(Material supplied begins)

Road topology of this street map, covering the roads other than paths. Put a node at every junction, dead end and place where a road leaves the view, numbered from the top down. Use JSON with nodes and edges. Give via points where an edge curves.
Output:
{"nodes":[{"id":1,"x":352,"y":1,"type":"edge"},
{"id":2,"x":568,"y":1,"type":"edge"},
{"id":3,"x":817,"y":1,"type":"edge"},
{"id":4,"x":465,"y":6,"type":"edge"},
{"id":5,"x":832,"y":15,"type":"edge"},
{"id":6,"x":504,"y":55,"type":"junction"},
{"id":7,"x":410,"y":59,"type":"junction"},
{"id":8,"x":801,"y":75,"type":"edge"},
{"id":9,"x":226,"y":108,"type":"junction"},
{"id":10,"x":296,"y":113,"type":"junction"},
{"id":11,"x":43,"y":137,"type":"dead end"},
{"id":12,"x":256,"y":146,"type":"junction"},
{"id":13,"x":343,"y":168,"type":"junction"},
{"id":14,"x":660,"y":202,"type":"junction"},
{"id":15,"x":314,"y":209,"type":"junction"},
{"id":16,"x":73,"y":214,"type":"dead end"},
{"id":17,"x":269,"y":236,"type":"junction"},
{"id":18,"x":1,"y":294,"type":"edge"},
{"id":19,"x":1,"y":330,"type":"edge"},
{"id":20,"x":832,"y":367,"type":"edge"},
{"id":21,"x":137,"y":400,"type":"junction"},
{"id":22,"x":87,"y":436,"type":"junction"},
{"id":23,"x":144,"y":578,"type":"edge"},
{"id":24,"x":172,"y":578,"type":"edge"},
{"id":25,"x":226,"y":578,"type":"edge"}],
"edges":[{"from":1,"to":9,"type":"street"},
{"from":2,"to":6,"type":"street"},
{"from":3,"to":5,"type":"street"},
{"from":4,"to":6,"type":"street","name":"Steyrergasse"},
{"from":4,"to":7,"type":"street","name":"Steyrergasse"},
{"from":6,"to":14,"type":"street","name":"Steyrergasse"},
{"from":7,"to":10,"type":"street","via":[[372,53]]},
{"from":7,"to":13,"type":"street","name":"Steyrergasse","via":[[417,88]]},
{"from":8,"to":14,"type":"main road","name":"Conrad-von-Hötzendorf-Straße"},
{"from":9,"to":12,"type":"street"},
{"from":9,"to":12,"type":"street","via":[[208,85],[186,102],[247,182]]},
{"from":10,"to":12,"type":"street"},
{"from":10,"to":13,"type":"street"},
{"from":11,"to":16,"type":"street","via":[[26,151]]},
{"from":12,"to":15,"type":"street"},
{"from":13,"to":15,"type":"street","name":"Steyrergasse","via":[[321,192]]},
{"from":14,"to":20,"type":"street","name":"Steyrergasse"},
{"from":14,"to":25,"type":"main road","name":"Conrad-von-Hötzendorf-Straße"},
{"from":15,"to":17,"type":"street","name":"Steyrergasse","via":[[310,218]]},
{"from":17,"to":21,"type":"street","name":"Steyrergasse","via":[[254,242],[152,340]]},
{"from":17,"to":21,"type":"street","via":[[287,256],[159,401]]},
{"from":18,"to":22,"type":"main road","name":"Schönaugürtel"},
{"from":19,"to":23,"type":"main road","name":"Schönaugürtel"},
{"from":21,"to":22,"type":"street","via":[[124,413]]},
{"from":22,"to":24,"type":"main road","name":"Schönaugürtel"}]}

(Material supplied ends)

#### Work instruction:
Each line above that contains "Schönaugürtel" counts once; report the total of such lines and nothing more.

#### Answer to the problem:
3